The day of the wedding, Miss B mysteriously disappears, and is never heard from again. We are to assume she died, and found a way to make her body disappear. Or maybe she ascended to heaven, who knows.
Archer becomes a controlling jackass, and Dora has to hide her midwifery dabbling as neither he nor Dr Thomas approve (for someone who lives and works out of the area, the Dr seems to know everything), and paint her as a dangerous monster, intent on using backwards remedies and hocus pocus on the local women. She is at a birth at the maternity home and witnesses twilight sleep, and later the postpartum depression of the same mother. Archer conveniently drowns and is out of the picture.
Eventually, she is run out of town after she helps a woman have an late term abortion and the woman dies within 24 hours of visiting her. (But don’t worry, she was super conflicted about helping abort the baby.) She goes to stay with her brother in Boston, where he lives with a bunch of transient women who are suffragists, lesbians, artists, and more, across the alley from a brothel. Eventually, her name is cleared, as Abortion Woman’s husband is accused of pushing his wife down a flight of stairs (which killed her in her weakened state), and so Dora returns home.

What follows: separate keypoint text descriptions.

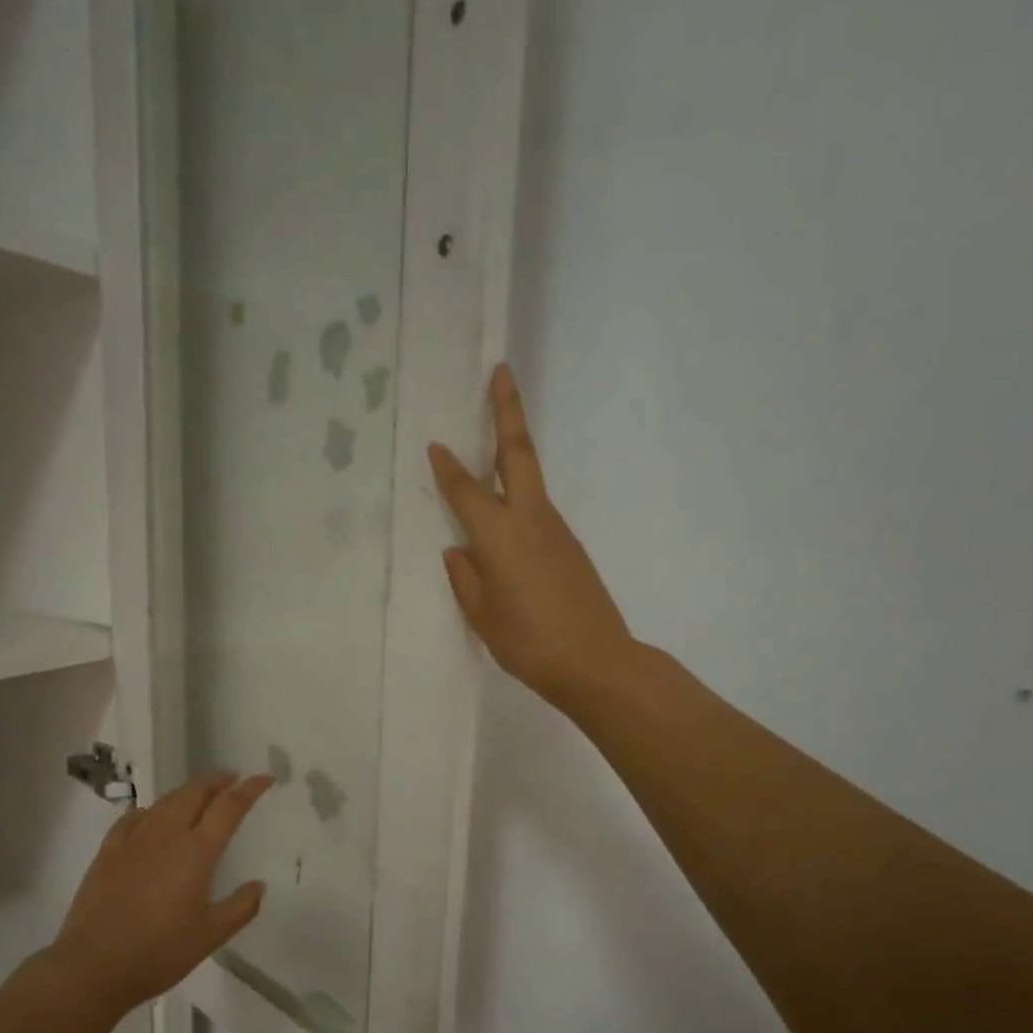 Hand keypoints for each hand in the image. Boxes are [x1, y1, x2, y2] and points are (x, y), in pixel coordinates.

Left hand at [46, 772, 273, 1018]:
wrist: (92, 966)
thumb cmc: (159, 952)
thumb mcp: (211, 935)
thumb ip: (241, 907)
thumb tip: (258, 885)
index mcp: (197, 852)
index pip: (229, 807)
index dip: (249, 789)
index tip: (265, 778)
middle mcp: (167, 835)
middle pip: (195, 793)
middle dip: (217, 782)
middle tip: (232, 780)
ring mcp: (134, 840)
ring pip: (165, 801)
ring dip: (188, 791)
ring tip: (200, 793)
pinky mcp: (108, 852)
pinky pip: (134, 817)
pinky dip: (151, 809)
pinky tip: (151, 815)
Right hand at [428, 363, 633, 707]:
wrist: (596, 661)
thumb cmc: (529, 642)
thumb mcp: (483, 616)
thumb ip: (466, 579)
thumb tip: (459, 551)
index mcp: (500, 536)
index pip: (466, 491)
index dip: (448, 467)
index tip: (436, 443)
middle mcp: (530, 519)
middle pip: (519, 453)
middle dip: (508, 410)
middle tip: (501, 371)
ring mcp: (556, 529)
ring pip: (530, 478)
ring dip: (515, 449)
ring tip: (497, 434)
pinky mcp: (570, 545)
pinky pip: (538, 510)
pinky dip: (520, 495)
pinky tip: (508, 516) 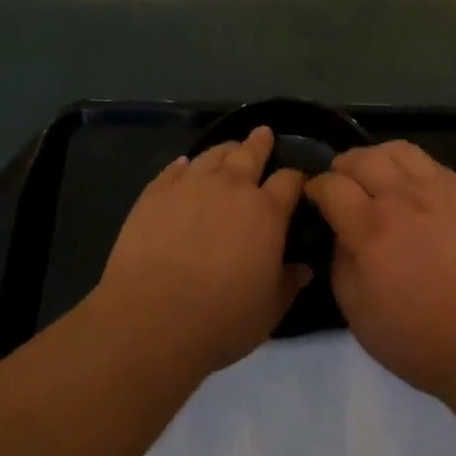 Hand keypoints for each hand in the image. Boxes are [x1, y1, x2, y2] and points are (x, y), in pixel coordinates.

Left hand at [92, 127, 309, 382]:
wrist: (151, 321)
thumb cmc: (221, 319)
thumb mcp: (269, 310)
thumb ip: (289, 284)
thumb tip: (304, 269)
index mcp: (267, 212)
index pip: (289, 181)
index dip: (296, 178)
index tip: (298, 181)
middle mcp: (232, 188)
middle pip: (251, 153)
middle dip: (260, 142)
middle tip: (263, 133)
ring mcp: (191, 186)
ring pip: (213, 154)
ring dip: (225, 149)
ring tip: (228, 147)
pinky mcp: (156, 193)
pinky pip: (174, 169)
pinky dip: (184, 165)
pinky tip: (184, 165)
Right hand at [306, 141, 455, 409]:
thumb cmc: (422, 340)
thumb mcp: (359, 315)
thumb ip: (341, 264)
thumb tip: (340, 233)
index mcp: (370, 230)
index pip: (332, 186)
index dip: (315, 187)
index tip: (313, 196)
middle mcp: (402, 198)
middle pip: (362, 159)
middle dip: (342, 167)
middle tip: (339, 183)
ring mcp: (438, 189)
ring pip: (397, 150)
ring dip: (375, 157)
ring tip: (373, 175)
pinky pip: (429, 162)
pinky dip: (408, 166)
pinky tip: (409, 186) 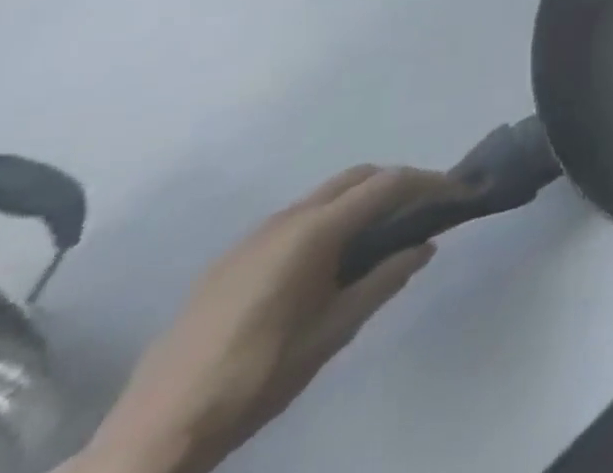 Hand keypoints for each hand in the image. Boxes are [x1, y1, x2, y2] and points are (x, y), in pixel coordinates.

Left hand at [77, 166, 461, 472]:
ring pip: (324, 196)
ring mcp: (251, 238)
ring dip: (361, 200)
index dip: (429, 183)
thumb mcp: (333, 332)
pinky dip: (328, 219)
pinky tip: (328, 261)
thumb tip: (425, 245)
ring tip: (382, 235)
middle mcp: (284, 220)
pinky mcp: (229, 261)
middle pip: (356, 177)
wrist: (153, 435)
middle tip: (425, 210)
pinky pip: (295, 219)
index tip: (459, 193)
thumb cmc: (257, 378)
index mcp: (313, 232)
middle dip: (396, 183)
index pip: (387, 184)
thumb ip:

In the last few short chapters, Dora and her newfound sass opens her home as a birth house, unceremoniously runs Dr Thomas out of town, and takes a lover in her deceased husband’s younger brother. And that’s it.
Sprinkled throughout are some random historical events, such as World War I and the Halifax Explosion.
My biggest problem with the book was how it didn’t connect the dots between all the plots. It was too ambitious, and it didn’t give enough time to develop any of the plot threads. It was like a fleshed out outline, not a novel. McKay could probably have skipped all of the Boston stuff, and elaborated more on the ousting of Dr Thomas. I didn’t feel like his departure was earned. Some criticisms of the book stem on the white hat/black hat nature of the conflict between Dora and Dr Thomas, and I can see that. He does seem a little overtly villainous. The historical elements are just thrown in, like checklist items that needed to be marked complete.
The ideas and promise were here in the book, but it just didn’t come together in a way that made the book anything above mediocre. I also would have liked a lengthy postscript about the historical things referenced in the book, like whether the Canning maternity home existed, if the Birth House was a real thing, and maybe some other tidbits about the Halifax explosion and other contextualizing details, rather than the first several chapters of her next novel.
3 stars.
This book fulfills the book set in a different country, book a friend recommended, and book that takes place in your hometown requirements.